In a recent article, I explained the Benefits of Squid Caching to Accelerate CGI Proxy. In that article, you saw that the particulars of CGI Proxy lend themselves well to acceleration using squid, primarily to save on ram usage, but also with some tangible cpu usage reductions. Today’s article follows up on that information to actually explain how to get this done. With squid, you’re in for a wild ride, but, with all that this flexible tool has to offer, it will open up a world of new possibilities in scalable and high performance web solutions.
I’ve found one of the hardest things regarding squid is making sense of the documentation. Most of it is out of date or incomplete, and squid was not exactly designed with this purpose at the front of it’s mind.

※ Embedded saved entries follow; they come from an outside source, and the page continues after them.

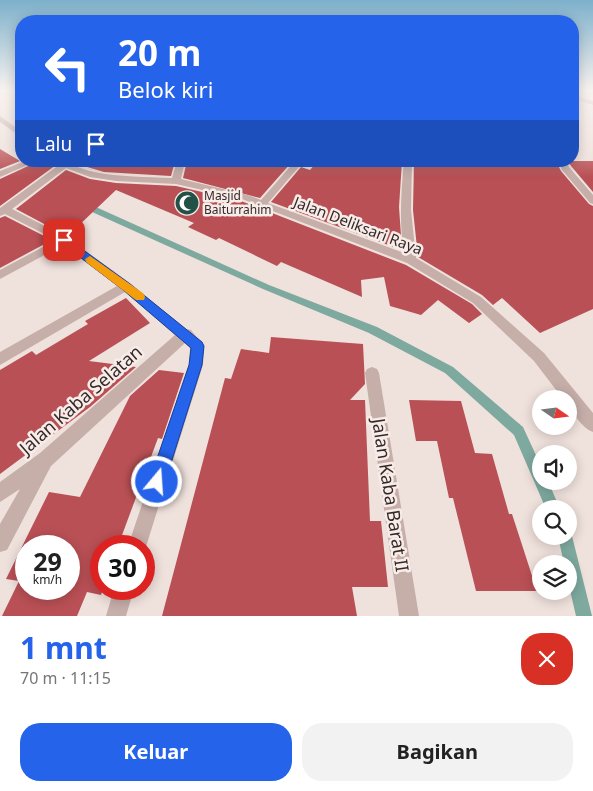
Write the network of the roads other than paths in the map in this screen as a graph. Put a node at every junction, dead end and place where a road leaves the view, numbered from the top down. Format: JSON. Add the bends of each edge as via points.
{"nodes":[{"id":1,"x":2,"y":120,"type":"edge"},
{"id":2,"x":15,"y":130,"type":"edge"},
{"id":3,"x":18,"y":167,"type":"edge"},
{"id":4,"x":55,"y":167,"type":"edge"},
{"id":5,"x":71,"y":167,"type":"edge"},
{"id":6,"x":180,"y":167,"type":"edge"},
{"id":7,"x":295,"y":167,"type":"edge"},
{"id":8,"x":407,"y":167,"type":"edge"},
{"id":9,"x":564,"y":167,"type":"edge"},
{"id":10,"x":0,"y":174,"type":"edge"},
{"id":11,"x":176,"y":181,"type":"junction"},
{"id":12,"x":593,"y":201,"type":"edge"},
{"id":13,"x":262,"y":204,"type":"junction"},
{"id":14,"x":3,"y":211,"type":"edge"},
{"id":15,"x":64,"y":240,"type":"junction"},
{"id":16,"x":411,"y":260,"type":"junction"},
{"id":17,"x":0,"y":275,"type":"edge"},
{"id":18,"x":126,"y":286,"type":"junction"},
{"id":19,"x":186,"y":334,"type":"junction"},
{"id":20,"x":0,"y":358,"type":"edge"},
{"id":21,"x":372,"y":373,"type":"dead end"},
{"id":22,"x":593,"y":425,"type":"edge"},
{"id":23,"x":46,"y":459,"type":"junction"},
{"id":24,"x":0,"y":493,"type":"edge"},
{"id":25,"x":141,"y":535,"type":"edge"},
{"id":26,"x":0,"y":543,"type":"edge"},
{"id":27,"x":121,"y":600,"type":"edge"},
{"id":28,"x":116,"y":616,"type":"edge"},
{"id":29,"x":409,"y":616,"type":"edge"}],
"edges":[{"from":1,"to":2,"type":"street"},
{"from":3,"to":10,"type":"street"},
{"from":4,"to":14,"type":"street"},
{"from":5,"to":11,"type":"street","name":"Jalan Deliksari Raya","via":[[116,178]]},
{"from":6,"to":11,"type":"street"},
{"from":7,"to":13,"type":"street"},
{"from":8,"to":16,"type":"street","via":[[404,199]]},
{"from":9,"to":12,"type":"street"},
{"from":11,"to":13,"type":"street","name":"Jalan Deliksari Raya"},
{"from":13,"to":16,"type":"street","name":"Jalan Deliksari Raya"},
{"from":14,"to":15,"type":"street"},
{"from":15,"to":17,"type":"street"},
{"from":15,"to":18,"type":"street"},
{"from":16,"to":22,"type":"street","name":"Jalan Deliksari Raya","via":[[476,300],[539,357]]},
{"from":18,"to":19,"type":"street"},
{"from":18,"to":20,"type":"street"},
{"from":19,"to":23,"type":"street","name":"Jalan Kaba Selatan"},
{"from":19,"to":25,"type":"street","via":[[198,346],[196,365]]},
{"from":21,"to":29,"type":"street","name":"Jalan Kaba Barat II"},
{"from":23,"to":24,"type":"street","name":"Jalan Kaba Selatan"},
{"from":23,"to":26,"type":"street"},
{"from":27,"to":28,"type":"street"}]}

As for versions, Squid 2.6 is the latest stable version available, and detours greatly from the syntax and capabilities of 2.5 and earlier, which most of the documentation is written for. Furthermore, as 3.0 is not yet advisable for production use, 2.6 is really the best choice. 2.6 gets most of its syntax from the 3.0 branch, but does not support all of its features. If you must venture into 2.6 without knowing what you are doing, the best source of information is the 3.0 documentation. The best source of knowhow on the subject of squid is the #squid channel on irc.freenode.net. From my experience, the people in that channel are helpful and knowledgeable.
There are a few main hurdles you’ll need to get over if you want to embark on converting your cgi proxy to support squid. Many of these may seem rather basic, and the end result is not that impressive from a code standpoint, but I have spent nearly a year working out solutions to these issues. Running proxies myself, I questioned whether it was prudent to give away this competitive advantage that I have, especially when it took so much work to get here. I guess I’m saying, be thankful for what I’m giving you. Theres no autoinstall script, so doing this will require reading, learning, experimentation and some skill, but if you’re willing to put in a few hours of effort, you will get the benefit of nearly a year of my experience with squid.
Without further ado, the tasks ahead of you are:
* Compile and Install Squid
* Configure apache to listen on an alternate port (in our examples, 82)
* Configure Squid in web accelerator mode
* Modify CGI Proxy to think that incoming connections on our alternate port (82) are really coming from standard port 80.
* Deal with those elusive friends, file descriptors (or lack thereof)
* Keep your logfile from becoming too big
* Make a script to keep squid / apache up, in the likely case something goes wrong
* Set up SPRI so that squid gets the higher priority it needs
* A few thoughts on abuse and logging
Advanced topics that I may (or may not) cover in a later article include:
* Supporting SSL sites via squid acceleration
* Using the URL_Rewriter function in squid to keep your cache namespace merged when it would normally splinter and become inefficient
* Modify CGI Proxy to support the above goal more effectively
* Explain various tweakable aspects of the squid configuration, and discuss some good potential optimizations
* Explain some clustering concepts I’ve tried with squid, and why to avoid them (I lovingly refer to this as the ‘cluster-fuck’)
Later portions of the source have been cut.